**AIM OF THE EXERCISE**
Can you print every record below exactly as written?
** Opening GIVEN RECORDS block **
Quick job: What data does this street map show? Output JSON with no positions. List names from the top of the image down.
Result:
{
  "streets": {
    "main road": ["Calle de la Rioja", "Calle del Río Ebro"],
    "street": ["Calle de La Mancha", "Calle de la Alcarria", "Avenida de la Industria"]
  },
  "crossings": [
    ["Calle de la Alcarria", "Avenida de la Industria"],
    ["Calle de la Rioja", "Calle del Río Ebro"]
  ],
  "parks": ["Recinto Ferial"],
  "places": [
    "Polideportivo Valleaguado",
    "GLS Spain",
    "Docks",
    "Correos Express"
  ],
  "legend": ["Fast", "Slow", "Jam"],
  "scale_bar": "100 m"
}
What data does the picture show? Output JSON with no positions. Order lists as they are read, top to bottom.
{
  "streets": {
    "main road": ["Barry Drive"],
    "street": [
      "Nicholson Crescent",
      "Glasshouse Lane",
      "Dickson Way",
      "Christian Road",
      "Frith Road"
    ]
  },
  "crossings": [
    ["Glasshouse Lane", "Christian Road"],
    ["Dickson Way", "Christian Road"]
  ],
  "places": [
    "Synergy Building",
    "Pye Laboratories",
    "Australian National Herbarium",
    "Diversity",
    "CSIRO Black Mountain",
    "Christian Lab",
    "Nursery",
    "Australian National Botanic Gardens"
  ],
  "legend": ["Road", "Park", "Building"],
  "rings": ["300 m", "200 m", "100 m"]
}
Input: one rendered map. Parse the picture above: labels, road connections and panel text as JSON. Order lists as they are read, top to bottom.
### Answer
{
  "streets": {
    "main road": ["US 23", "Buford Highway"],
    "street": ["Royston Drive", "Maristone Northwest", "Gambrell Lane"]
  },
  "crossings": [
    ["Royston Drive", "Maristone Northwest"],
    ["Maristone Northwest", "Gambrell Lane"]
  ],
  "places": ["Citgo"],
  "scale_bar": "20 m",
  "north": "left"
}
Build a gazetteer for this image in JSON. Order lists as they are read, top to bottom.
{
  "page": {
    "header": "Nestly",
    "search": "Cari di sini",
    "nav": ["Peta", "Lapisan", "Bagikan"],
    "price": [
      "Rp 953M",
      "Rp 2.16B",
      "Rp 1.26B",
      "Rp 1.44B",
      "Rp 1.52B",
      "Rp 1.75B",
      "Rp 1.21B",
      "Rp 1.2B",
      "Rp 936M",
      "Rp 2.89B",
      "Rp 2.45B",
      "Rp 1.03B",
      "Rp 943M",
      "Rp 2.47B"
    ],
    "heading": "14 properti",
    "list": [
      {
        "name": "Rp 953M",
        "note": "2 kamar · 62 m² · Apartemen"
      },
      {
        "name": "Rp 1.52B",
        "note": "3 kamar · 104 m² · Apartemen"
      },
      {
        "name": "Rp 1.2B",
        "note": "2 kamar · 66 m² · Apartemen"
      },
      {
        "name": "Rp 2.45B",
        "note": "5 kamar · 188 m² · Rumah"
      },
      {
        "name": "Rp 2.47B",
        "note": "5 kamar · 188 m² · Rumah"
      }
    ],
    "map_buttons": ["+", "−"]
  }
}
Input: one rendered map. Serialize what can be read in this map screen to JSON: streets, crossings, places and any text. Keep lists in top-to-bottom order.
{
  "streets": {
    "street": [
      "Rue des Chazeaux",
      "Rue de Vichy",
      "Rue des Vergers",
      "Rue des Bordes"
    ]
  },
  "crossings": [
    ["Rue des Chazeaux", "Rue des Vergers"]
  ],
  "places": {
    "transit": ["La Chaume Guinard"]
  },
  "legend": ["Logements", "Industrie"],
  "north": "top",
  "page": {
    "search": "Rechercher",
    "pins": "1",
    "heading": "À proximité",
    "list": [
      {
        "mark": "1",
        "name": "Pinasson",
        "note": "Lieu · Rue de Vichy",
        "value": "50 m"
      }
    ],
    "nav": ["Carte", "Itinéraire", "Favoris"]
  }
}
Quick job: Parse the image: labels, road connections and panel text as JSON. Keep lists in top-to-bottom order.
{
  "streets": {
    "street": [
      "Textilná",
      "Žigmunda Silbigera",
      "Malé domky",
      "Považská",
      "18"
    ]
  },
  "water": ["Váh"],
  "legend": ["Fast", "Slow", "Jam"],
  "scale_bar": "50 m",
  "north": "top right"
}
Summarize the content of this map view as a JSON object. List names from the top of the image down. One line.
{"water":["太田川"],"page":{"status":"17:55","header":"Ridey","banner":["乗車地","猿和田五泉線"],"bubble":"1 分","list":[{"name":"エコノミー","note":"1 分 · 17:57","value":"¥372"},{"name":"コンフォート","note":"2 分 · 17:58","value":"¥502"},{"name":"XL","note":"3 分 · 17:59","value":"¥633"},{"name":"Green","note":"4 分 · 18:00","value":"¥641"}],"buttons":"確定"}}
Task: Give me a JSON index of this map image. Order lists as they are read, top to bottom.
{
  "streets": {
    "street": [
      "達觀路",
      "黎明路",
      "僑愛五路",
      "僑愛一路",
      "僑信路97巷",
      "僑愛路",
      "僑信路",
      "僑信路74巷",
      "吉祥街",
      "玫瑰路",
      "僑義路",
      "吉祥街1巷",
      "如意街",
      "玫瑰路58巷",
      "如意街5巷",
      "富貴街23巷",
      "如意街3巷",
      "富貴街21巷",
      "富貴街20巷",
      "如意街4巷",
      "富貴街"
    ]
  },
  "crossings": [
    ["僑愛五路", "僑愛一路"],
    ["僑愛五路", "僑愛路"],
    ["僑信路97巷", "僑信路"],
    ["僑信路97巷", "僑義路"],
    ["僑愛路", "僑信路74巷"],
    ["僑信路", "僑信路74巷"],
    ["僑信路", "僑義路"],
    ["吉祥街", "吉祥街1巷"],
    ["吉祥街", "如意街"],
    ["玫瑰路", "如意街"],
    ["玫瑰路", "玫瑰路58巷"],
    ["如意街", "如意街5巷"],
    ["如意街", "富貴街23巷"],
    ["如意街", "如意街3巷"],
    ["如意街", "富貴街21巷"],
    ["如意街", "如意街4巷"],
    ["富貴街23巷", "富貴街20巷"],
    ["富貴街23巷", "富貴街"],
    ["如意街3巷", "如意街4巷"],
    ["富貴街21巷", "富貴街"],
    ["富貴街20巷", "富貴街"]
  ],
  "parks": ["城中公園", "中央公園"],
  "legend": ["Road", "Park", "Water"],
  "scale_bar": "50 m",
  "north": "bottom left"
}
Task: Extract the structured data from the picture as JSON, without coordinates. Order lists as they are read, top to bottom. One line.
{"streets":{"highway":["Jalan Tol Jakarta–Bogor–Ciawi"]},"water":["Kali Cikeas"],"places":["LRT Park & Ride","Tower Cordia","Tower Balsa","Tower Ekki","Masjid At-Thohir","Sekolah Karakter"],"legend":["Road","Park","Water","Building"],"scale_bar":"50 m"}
** Closing GIVEN RECORDS block **
**REPLY**
Quick job: What data does this street map show? Output JSON with no positions. List names from the top of the image down.
Result:
{
  "streets": {
    "main road": ["Calle de la Rioja", "Calle del Río Ebro"],
    "street": ["Calle de La Mancha", "Calle de la Alcarria", "Avenida de la Industria"]
  },
  "crossings": [
    ["Calle de la Alcarria", "Avenida de la Industria"],
    ["Calle de la Rioja", "Calle del Río Ebro"]
  ],
  "parks": ["Recinto Ferial"],
  "places": [
    "Polideportivo Valleaguado",
    "GLS Spain",
    "Docks",
    "Correos Express"
  ],
  "legend": ["Fast", "Slow", "Jam"],
  "scale_bar": "100 m"
}
What data does the picture show? Output JSON with no positions. Order lists as they are read, top to bottom.
{
  "streets": {
    "main road": ["Barry Drive"],
    "street": [
      "Nicholson Crescent",
      "Glasshouse Lane",
      "Dickson Way",
      "Christian Road",
      "Frith Road"
    ]
  },
  "crossings": [
    ["Glasshouse Lane", "Christian Road"],
    ["Dickson Way", "Christian Road"]
  ],
  "places": [
    "Synergy Building",
    "Pye Laboratories",
    "Australian National Herbarium",
    "Diversity",
    "CSIRO Black Mountain",
    "Christian Lab",
    "Nursery",
    "Australian National Botanic Gardens"
  ],
  "legend": ["Road", "Park", "Building"],
  "rings": ["300 m", "200 m", "100 m"]
}
Input: one rendered map. Parse the picture above: labels, road connections and panel text as JSON. Order lists as they are read, top to bottom.
### Answer
{
  "streets": {
    "main road": ["US 23", "Buford Highway"],
    "street": ["Royston Drive", "Maristone Northwest", "Gambrell Lane"]
  },
  "crossings": [
    ["Royston Drive", "Maristone Northwest"],
    ["Maristone Northwest", "Gambrell Lane"]
  ],
  "places": ["Citgo"],
  "scale_bar": "20 m",
  "north": "left"
}
Build a gazetteer for this image in JSON. Order lists as they are read, top to bottom.
{
  "page": {
    "header": "Nestly",
    "search": "Cari di sini",
    "nav": ["Peta", "Lapisan", "Bagikan"],
    "price": [
      "Rp 953M",
      "Rp 2.16B",
      "Rp 1.26B",
      "Rp 1.44B",
      "Rp 1.52B",
      "Rp 1.75B",
      "Rp 1.21B",
      "Rp 1.2B",
      "Rp 936M",
      "Rp 2.89B",
      "Rp 2.45B",
      "Rp 1.03B",
      "Rp 943M",
      "Rp 2.47B"
    ],
    "heading": "14 properti",
    "list": [
      {
        "name": "Rp 953M",
        "note": "2 kamar · 62 m² · Apartemen"
      },
      {
        "name": "Rp 1.52B",
        "note": "3 kamar · 104 m² · Apartemen"
      },
      {
        "name": "Rp 1.2B",
        "note": "2 kamar · 66 m² · Apartemen"
      },
      {
        "name": "Rp 2.45B",
        "note": "5 kamar · 188 m² · Rumah"
      },
      {
        "name": "Rp 2.47B",
        "note": "5 kamar · 188 m² · Rumah"
      }
    ],
    "map_buttons": ["+", "−"]
  }
}
Input: one rendered map. Serialize what can be read in this map screen to JSON: streets, crossings, places and any text. Keep lists in top-to-bottom order.
{
  "streets": {
    "street": [
      "Rue des Chazeaux",
      "Rue de Vichy",
      "Rue des Vergers",
      "Rue des Bordes"
    ]
  },
  "crossings": [
    ["Rue des Chazeaux", "Rue des Vergers"]
  ],
  "places": {
    "transit": ["La Chaume Guinard"]
  },
  "legend": ["Logements", "Industrie"],
  "north": "top",
  "page": {
    "search": "Rechercher",
    "pins": "1",
    "heading": "À proximité",
    "list": [
      {
        "mark": "1",
        "name": "Pinasson",
        "note": "Lieu · Rue de Vichy",
        "value": "50 m"
      }
    ],
    "nav": ["Carte", "Itinéraire", "Favoris"]
  }
}
Quick job: Parse the image: labels, road connections and panel text as JSON. Keep lists in top-to-bottom order.
{
  "streets": {
    "street": [
      "Textilná",
      "Žigmunda Silbigera",
      "Malé domky",
      "Považská",
      "18"
    ]
  },
  "water": ["Váh"],
  "legend": ["Fast", "Slow", "Jam"],
  "scale_bar": "50 m",
  "north": "top right"
}
Summarize the content of this map view as a JSON object. List names from the top of the image down. One line.
{"water":["太田川"],"page":{"status":"17:55","header":"Ridey","banner":["乗車地","猿和田五泉線"],"bubble":"1 分","list":[{"name":"エコノミー","note":"1 分 · 17:57","value":"¥372"},{"name":"コンフォート","note":"2 分 · 17:58","value":"¥502"},{"name":"XL","note":"3 分 · 17:59","value":"¥633"},{"name":"Green","note":"4 分 · 18:00","value":"¥641"}],"buttons":"確定"}}
Task: Give me a JSON index of this map image. Order lists as they are read, top to bottom.
{
  "streets": {
    "street": [
      "達觀路",
      "黎明路",
      "僑愛五路",
      "僑愛一路",
      "僑信路97巷",
      "僑愛路",
      "僑信路",
      "僑信路74巷",
      "吉祥街",
      "玫瑰路",
      "僑義路",
      "吉祥街1巷",
      "如意街",
      "玫瑰路58巷",
      "如意街5巷",
      "富貴街23巷",
      "如意街3巷",
      "富貴街21巷",
      "富貴街20巷",
      "如意街4巷",
      "富貴街"
    ]
  },
  "crossings": [
    ["僑愛五路", "僑愛一路"],
    ["僑愛五路", "僑愛路"],
    ["僑信路97巷", "僑信路"],
    ["僑信路97巷", "僑義路"],
    ["僑愛路", "僑信路74巷"],
    ["僑信路", "僑信路74巷"],
    ["僑信路", "僑義路"],
    ["吉祥街", "吉祥街1巷"],
    ["吉祥街", "如意街"],
    ["玫瑰路", "如意街"],
    ["玫瑰路", "玫瑰路58巷"],
    ["如意街", "如意街5巷"],
    ["如意街", "富貴街23巷"],
    ["如意街", "如意街3巷"],
    ["如意街", "富貴街21巷"],
    ["如意街", "如意街4巷"],
    ["富貴街23巷", "富貴街20巷"],
    ["富貴街23巷", "富貴街"],
    ["如意街3巷", "如意街4巷"],
    ["富貴街21巷", "富貴街"],
    ["富貴街20巷", "富貴街"]
  ],
  "parks": ["城中公園", "中央公園"],
  "legend": ["Road", "Park", "Water"],
  "scale_bar": "50 m",
  "north": "bottom left"
}
Task: Extract the structured data from the picture as JSON, without coordinates. Order lists as they are read, top to bottom. One line.
{"streets":{"highway":["Jalan Tol Jakarta–Bogor–Ciawi"]},"water":["Kali Cikeas"],"places":["LRT Park & Ride","Tower Cordia","Tower Balsa","Tower Ekki","Masjid At-Thohir","Sekolah Karakter"],"legend":["Road","Park","Water","Building"],"scale_bar":"50 m"}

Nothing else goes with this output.